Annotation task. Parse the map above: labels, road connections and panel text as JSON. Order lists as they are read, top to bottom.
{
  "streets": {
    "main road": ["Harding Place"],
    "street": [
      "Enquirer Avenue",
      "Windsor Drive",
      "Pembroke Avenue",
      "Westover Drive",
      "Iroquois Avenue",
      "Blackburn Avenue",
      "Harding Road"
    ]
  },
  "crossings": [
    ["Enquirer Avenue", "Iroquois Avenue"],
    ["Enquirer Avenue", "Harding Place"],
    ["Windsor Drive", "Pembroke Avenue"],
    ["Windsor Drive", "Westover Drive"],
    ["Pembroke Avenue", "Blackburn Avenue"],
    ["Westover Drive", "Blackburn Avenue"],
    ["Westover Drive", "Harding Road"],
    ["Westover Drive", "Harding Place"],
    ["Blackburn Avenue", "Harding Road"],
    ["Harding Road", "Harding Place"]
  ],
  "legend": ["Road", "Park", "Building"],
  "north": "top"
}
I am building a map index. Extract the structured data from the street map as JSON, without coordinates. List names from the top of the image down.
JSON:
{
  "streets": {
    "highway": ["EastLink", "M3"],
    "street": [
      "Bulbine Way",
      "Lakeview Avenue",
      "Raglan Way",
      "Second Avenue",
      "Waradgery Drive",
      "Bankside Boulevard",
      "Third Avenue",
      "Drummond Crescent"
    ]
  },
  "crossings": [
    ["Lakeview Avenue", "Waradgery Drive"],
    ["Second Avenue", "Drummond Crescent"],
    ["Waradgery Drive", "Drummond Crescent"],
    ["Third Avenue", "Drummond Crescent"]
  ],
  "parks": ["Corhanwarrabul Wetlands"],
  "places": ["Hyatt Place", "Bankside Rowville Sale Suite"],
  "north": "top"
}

Requirement: Please print all of the material again with no alteration.

Completed task:
Annotation task. Parse the map above: labels, road connections and panel text as JSON. Order lists as they are read, top to bottom.
{
  "streets": {
    "main road": ["Harding Place"],
    "street": [
      "Enquirer Avenue",
      "Windsor Drive",
      "Pembroke Avenue",
      "Westover Drive",
      "Iroquois Avenue",
      "Blackburn Avenue",
      "Harding Road"
    ]
  },
  "crossings": [
    ["Enquirer Avenue", "Iroquois Avenue"],
    ["Enquirer Avenue", "Harding Place"],
    ["Windsor Drive", "Pembroke Avenue"],
    ["Windsor Drive", "Westover Drive"],
    ["Pembroke Avenue", "Blackburn Avenue"],
    ["Westover Drive", "Blackburn Avenue"],
    ["Westover Drive", "Harding Road"],
    ["Westover Drive", "Harding Place"],
    ["Blackburn Avenue", "Harding Road"],
    ["Harding Road", "Harding Place"]
  ],
  "legend": ["Road", "Park", "Building"],
  "north": "top"
}
I am building a map index. Extract the structured data from the street map as JSON, without coordinates. List names from the top of the image down.
JSON:
{
  "streets": {
    "highway": ["EastLink", "M3"],
    "street": [
      "Bulbine Way",
      "Lakeview Avenue",
      "Raglan Way",
      "Second Avenue",
      "Waradgery Drive",
      "Bankside Boulevard",
      "Third Avenue",
      "Drummond Crescent"
    ]
  },
  "crossings": [
    ["Lakeview Avenue", "Waradgery Drive"],
    ["Second Avenue", "Drummond Crescent"],
    ["Waradgery Drive", "Drummond Crescent"],
    ["Third Avenue", "Drummond Crescent"]
  ],
  "parks": ["Corhanwarrabul Wetlands"],
  "places": ["Hyatt Place", "Bankside Rowville Sale Suite"],
  "north": "top"
}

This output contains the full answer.